## Problem
Please write the following entries out once more, exactly.

====== Material provided

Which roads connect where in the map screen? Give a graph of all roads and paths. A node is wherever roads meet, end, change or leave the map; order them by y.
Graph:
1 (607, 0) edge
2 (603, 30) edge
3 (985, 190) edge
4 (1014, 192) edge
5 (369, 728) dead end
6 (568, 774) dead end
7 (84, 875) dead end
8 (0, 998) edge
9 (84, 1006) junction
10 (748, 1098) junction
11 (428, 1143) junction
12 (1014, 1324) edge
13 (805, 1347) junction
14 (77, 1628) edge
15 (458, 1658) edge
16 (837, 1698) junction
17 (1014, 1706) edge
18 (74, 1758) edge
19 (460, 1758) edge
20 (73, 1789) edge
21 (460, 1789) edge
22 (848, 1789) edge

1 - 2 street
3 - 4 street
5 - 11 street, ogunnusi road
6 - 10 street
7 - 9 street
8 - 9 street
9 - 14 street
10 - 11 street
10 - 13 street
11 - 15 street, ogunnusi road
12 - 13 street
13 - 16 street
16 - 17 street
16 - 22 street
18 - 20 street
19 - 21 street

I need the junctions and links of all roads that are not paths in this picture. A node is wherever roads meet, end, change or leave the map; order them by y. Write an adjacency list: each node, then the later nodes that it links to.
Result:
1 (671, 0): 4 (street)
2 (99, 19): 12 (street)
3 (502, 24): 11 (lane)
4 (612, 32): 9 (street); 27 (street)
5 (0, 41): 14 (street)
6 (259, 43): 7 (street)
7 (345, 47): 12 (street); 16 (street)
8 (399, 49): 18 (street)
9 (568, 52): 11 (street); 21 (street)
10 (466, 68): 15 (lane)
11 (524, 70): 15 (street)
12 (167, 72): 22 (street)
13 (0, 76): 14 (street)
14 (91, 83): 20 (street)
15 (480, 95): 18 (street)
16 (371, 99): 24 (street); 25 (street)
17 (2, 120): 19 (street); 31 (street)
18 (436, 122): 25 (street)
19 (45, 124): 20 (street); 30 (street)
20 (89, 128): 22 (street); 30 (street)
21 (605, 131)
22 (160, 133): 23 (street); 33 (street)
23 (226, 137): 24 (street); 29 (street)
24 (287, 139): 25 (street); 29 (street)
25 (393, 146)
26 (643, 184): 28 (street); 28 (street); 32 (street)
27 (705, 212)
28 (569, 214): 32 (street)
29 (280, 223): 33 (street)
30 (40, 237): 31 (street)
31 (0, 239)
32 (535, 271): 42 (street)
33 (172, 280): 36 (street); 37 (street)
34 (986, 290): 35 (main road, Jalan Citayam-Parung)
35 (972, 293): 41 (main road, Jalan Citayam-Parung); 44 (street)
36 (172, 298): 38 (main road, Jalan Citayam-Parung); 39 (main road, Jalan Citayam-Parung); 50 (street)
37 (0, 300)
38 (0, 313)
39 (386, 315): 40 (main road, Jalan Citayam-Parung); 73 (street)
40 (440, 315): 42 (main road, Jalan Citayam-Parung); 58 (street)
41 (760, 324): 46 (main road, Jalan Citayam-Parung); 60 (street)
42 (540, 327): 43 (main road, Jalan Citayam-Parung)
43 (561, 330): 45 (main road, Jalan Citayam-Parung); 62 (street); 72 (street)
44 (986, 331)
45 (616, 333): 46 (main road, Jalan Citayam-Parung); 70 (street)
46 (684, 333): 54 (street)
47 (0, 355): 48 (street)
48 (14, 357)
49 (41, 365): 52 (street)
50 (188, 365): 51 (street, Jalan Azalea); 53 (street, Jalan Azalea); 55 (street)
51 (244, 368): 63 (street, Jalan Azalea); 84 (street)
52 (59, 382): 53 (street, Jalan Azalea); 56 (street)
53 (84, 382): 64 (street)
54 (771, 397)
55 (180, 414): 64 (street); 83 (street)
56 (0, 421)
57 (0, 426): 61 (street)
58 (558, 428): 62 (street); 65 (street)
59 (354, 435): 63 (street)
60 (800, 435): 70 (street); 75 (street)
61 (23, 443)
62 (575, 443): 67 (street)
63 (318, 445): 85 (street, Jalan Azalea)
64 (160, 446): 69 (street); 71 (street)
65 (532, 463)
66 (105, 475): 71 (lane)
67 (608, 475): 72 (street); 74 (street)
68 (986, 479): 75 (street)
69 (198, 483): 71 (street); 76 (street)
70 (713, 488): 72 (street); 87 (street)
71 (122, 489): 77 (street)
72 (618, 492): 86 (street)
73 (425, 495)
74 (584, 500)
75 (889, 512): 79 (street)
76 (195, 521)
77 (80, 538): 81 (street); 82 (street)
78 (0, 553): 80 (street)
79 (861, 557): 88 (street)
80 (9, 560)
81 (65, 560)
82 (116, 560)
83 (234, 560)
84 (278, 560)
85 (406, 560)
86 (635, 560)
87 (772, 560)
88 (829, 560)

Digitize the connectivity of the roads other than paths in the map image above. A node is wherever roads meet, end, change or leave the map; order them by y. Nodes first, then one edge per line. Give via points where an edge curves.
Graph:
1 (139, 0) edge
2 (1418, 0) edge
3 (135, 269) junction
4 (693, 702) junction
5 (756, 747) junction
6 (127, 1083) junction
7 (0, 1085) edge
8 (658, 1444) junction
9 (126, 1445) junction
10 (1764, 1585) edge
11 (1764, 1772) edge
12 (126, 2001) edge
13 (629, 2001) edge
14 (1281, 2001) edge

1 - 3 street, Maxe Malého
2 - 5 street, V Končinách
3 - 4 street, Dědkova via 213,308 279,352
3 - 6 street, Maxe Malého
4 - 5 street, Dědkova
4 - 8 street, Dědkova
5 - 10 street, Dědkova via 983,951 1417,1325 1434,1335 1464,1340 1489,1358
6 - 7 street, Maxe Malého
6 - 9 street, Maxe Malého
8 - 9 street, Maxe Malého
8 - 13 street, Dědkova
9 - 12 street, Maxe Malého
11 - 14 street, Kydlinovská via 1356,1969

============

## Output below
Which roads connect where in the map screen? Give a graph of all roads and paths. A node is wherever roads meet, end, change or leave the map; order them by y.
Graph:
1 (607, 0) edge
2 (603, 30) edge
3 (985, 190) edge
4 (1014, 192) edge
5 (369, 728) dead end
6 (568, 774) dead end
7 (84, 875) dead end
8 (0, 998) edge
9 (84, 1006) junction
10 (748, 1098) junction
11 (428, 1143) junction
12 (1014, 1324) edge
13 (805, 1347) junction
14 (77, 1628) edge
15 (458, 1658) edge
16 (837, 1698) junction
17 (1014, 1706) edge
18 (74, 1758) edge
19 (460, 1758) edge
20 (73, 1789) edge
21 (460, 1789) edge
22 (848, 1789) edge

1 - 2 street
3 - 4 street
5 - 11 street, ogunnusi road
6 - 10 street
7 - 9 street
8 - 9 street
9 - 14 street
10 - 11 street
10 - 13 street
11 - 15 street, ogunnusi road
12 - 13 street
13 - 16 street
16 - 17 street
16 - 22 street
18 - 20 street
19 - 21 street

I need the junctions and links of all roads that are not paths in this picture. A node is wherever roads meet, end, change or leave the map; order them by y. Write an adjacency list: each node, then the later nodes that it links to.
Result:
1 (671, 0): 4 (street)
2 (99, 19): 12 (street)
3 (502, 24): 11 (lane)
4 (612, 32): 9 (street); 27 (street)
5 (0, 41): 14 (street)
6 (259, 43): 7 (street)
7 (345, 47): 12 (street); 16 (street)
8 (399, 49): 18 (street)
9 (568, 52): 11 (street); 21 (street)
10 (466, 68): 15 (lane)
11 (524, 70): 15 (street)
12 (167, 72): 22 (street)
13 (0, 76): 14 (street)
14 (91, 83): 20 (street)
15 (480, 95): 18 (street)
16 (371, 99): 24 (street); 25 (street)
17 (2, 120): 19 (street); 31 (street)
18 (436, 122): 25 (street)
19 (45, 124): 20 (street); 30 (street)
20 (89, 128): 22 (street); 30 (street)
21 (605, 131)
22 (160, 133): 23 (street); 33 (street)
23 (226, 137): 24 (street); 29 (street)
24 (287, 139): 25 (street); 29 (street)
25 (393, 146)
26 (643, 184): 28 (street); 28 (street); 32 (street)
27 (705, 212)
28 (569, 214): 32 (street)
29 (280, 223): 33 (street)
30 (40, 237): 31 (street)
31 (0, 239)
32 (535, 271): 42 (street)
33 (172, 280): 36 (street); 37 (street)
34 (986, 290): 35 (main road, Jalan Citayam-Parung)
35 (972, 293): 41 (main road, Jalan Citayam-Parung); 44 (street)
36 (172, 298): 38 (main road, Jalan Citayam-Parung); 39 (main road, Jalan Citayam-Parung); 50 (street)
37 (0, 300)
38 (0, 313)
39 (386, 315): 40 (main road, Jalan Citayam-Parung); 73 (street)
40 (440, 315): 42 (main road, Jalan Citayam-Parung); 58 (street)
41 (760, 324): 46 (main road, Jalan Citayam-Parung); 60 (street)
42 (540, 327): 43 (main road, Jalan Citayam-Parung)
43 (561, 330): 45 (main road, Jalan Citayam-Parung); 62 (street); 72 (street)
44 (986, 331)
45 (616, 333): 46 (main road, Jalan Citayam-Parung); 70 (street)
46 (684, 333): 54 (street)
47 (0, 355): 48 (street)
48 (14, 357)
49 (41, 365): 52 (street)
50 (188, 365): 51 (street, Jalan Azalea); 53 (street, Jalan Azalea); 55 (street)
51 (244, 368): 63 (street, Jalan Azalea); 84 (street)
52 (59, 382): 53 (street, Jalan Azalea); 56 (street)
53 (84, 382): 64 (street)
54 (771, 397)
55 (180, 414): 64 (street); 83 (street)
56 (0, 421)
57 (0, 426): 61 (street)
58 (558, 428): 62 (street); 65 (street)
59 (354, 435): 63 (street)
60 (800, 435): 70 (street); 75 (street)
61 (23, 443)
62 (575, 443): 67 (street)
63 (318, 445): 85 (street, Jalan Azalea)
64 (160, 446): 69 (street); 71 (street)
65 (532, 463)
66 (105, 475): 71 (lane)
67 (608, 475): 72 (street); 74 (street)
68 (986, 479): 75 (street)
69 (198, 483): 71 (street); 76 (street)
70 (713, 488): 72 (street); 87 (street)
71 (122, 489): 77 (street)
72 (618, 492): 86 (street)
73 (425, 495)
74 (584, 500)
75 (889, 512): 79 (street)
76 (195, 521)
77 (80, 538): 81 (street); 82 (street)
78 (0, 553): 80 (street)
79 (861, 557): 88 (street)
80 (9, 560)
81 (65, 560)
82 (116, 560)
83 (234, 560)
84 (278, 560)
85 (406, 560)
86 (635, 560)
87 (772, 560)
88 (829, 560)

Digitize the connectivity of the roads other than paths in the map image above. A node is wherever roads meet, end, change or leave the map; order them by y. Nodes first, then one edge per line. Give via points where an edge curves.
Graph:
1 (139, 0) edge
2 (1418, 0) edge
3 (135, 269) junction
4 (693, 702) junction
5 (756, 747) junction
6 (127, 1083) junction
7 (0, 1085) edge
8 (658, 1444) junction
9 (126, 1445) junction
10 (1764, 1585) edge
11 (1764, 1772) edge
12 (126, 2001) edge
13 (629, 2001) edge
14 (1281, 2001) edge

1 - 3 street, Maxe Malého
2 - 5 street, V Končinách
3 - 4 street, Dědkova via 213,308 279,352
3 - 6 street, Maxe Malého
4 - 5 street, Dědkova
4 - 8 street, Dědkova
5 - 10 street, Dědkova via 983,951 1417,1325 1434,1335 1464,1340 1489,1358
6 - 7 street, Maxe Malého
6 - 9 street, Maxe Malého
8 - 9 street, Maxe Malého
8 - 13 street, Dědkova
9 - 12 street, Maxe Malého
11 - 14 street, Kydlinovská via 1356,1969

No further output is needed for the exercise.